Mancini asked Raymond to consider adding a crosswalk button for people to push to cross the street, while McKay inquired about getting a cone to mark the lanes in the middle of the intersection.

On Wilson Park, the council voted unanimously to approve $468,109.42 for a new playground and water splash pad, along with other recreation improvements to the park. 

Recreation Director Chelsey Dumas Gibbs gave a presentation on the matter, saying that it’s time to replace the playground, which is used daily by campers during the summer Recreation Department camp, as some of the equipment dates back to 1993 and perhaps earlier. 

In its place, a new, larger, sports-themed playground will be built, matching the theme of the athletic fields surrounding it, as well as a water splash pad, which will be connected to existing water lines serving the bathroom/concession stand building and water flow will be turned off instantly when not in use according to Water Director Tim Cranston. 

According to estimates by the Recreation Department, if the project is ordered by Oct. 2, they expect to have it completed by April 2021. 

Also concerning the Water Department was a presentation by TJ Butler of WaterSmart, a software platform for municipal water customers to check their current and past usage and bills, report leaks and watch informational videos to help fix minor issues and save money which was recommended by the department. The software, is optional for residents, is used in several Massachusetts towns including Franklin and Sharon and came recommended by the department and the town, which upon a 5-0 vote by the council became the first municipality in Rhode Island to adopt the program.

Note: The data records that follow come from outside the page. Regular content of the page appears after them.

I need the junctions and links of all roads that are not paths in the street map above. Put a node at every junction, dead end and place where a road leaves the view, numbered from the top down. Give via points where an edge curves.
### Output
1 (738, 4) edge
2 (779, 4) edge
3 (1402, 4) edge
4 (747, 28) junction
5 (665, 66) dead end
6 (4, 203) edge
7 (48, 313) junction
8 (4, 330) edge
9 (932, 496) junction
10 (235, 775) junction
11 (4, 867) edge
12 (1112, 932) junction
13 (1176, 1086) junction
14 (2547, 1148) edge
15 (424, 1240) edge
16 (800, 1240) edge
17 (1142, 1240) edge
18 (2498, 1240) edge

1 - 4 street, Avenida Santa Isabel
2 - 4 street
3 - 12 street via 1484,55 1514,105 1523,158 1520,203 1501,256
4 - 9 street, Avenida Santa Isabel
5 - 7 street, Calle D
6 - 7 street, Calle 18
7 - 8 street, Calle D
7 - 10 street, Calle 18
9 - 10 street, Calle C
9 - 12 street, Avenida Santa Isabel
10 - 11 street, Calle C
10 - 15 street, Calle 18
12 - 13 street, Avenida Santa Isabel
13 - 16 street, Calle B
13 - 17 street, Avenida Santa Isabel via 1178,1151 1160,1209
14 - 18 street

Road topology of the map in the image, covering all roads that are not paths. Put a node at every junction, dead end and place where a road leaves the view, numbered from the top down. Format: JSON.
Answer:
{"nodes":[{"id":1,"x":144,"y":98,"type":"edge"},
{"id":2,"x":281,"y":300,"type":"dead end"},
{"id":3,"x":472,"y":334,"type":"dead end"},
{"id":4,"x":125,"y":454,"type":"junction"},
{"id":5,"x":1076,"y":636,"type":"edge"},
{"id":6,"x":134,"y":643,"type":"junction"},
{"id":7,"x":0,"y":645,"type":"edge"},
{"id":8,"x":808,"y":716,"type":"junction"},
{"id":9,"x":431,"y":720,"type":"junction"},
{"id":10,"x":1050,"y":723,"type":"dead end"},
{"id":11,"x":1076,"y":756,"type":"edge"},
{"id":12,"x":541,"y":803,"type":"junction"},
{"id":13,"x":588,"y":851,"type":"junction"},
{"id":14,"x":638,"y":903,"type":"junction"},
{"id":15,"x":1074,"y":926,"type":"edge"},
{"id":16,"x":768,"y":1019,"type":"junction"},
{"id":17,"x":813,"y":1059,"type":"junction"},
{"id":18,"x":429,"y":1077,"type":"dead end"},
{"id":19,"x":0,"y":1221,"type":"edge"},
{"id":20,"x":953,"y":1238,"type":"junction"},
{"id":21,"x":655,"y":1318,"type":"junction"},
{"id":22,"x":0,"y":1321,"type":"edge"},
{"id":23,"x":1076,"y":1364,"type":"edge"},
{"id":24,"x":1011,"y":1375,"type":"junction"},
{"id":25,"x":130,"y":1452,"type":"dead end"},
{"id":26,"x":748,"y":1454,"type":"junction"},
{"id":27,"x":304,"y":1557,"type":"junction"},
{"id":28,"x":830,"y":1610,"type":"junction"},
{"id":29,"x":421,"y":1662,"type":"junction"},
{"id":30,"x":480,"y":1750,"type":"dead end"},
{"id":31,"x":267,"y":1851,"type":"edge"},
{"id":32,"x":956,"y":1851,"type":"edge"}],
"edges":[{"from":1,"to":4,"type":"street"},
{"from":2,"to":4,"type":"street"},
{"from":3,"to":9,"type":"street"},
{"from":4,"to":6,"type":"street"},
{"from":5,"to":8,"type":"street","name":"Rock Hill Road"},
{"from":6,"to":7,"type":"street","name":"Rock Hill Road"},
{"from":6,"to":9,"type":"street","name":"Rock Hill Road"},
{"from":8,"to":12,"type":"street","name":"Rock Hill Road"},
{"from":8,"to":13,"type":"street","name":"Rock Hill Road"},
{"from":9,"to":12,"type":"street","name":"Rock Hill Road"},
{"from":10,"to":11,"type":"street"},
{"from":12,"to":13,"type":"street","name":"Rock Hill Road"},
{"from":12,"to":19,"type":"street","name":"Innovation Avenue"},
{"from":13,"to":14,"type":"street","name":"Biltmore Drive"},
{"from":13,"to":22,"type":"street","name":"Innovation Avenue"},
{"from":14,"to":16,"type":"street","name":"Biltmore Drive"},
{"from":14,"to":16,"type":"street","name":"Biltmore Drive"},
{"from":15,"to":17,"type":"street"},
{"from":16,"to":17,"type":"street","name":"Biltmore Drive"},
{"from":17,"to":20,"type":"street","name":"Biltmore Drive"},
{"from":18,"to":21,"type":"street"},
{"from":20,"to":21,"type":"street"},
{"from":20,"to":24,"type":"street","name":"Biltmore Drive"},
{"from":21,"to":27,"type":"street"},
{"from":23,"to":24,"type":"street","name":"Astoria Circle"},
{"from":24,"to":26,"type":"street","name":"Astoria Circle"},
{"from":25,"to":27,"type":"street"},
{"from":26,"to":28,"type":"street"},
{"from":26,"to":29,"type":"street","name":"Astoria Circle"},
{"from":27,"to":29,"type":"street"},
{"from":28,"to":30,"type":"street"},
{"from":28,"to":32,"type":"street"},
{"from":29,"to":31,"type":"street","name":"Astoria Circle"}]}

“I feel like this is going to be a great tool for us,” Cranston said, adding that it will save his department both time and money as well as bring billing into the 21st century and that he hopes to have the software available for residents by November. 

Other notable presentations at the meeting included the introduction of new North Kingstown Free Library Director Susan Straub, a familiar face to library members as she previously worked there from 1998 to 2016, starting as an intern page and working her way up to Deputy Director before taking a job with Ocean State Libraries.

“I’m very excited to be back,” Staub said.

Also occurring was the shuffling around of the next three Town Council meetings, with the Oct. 5 and Nov. 23 regular meetings being cancelled and the Nov. 9 meeting rescheduled for Nov. 16, which was approved by a unanimous vote.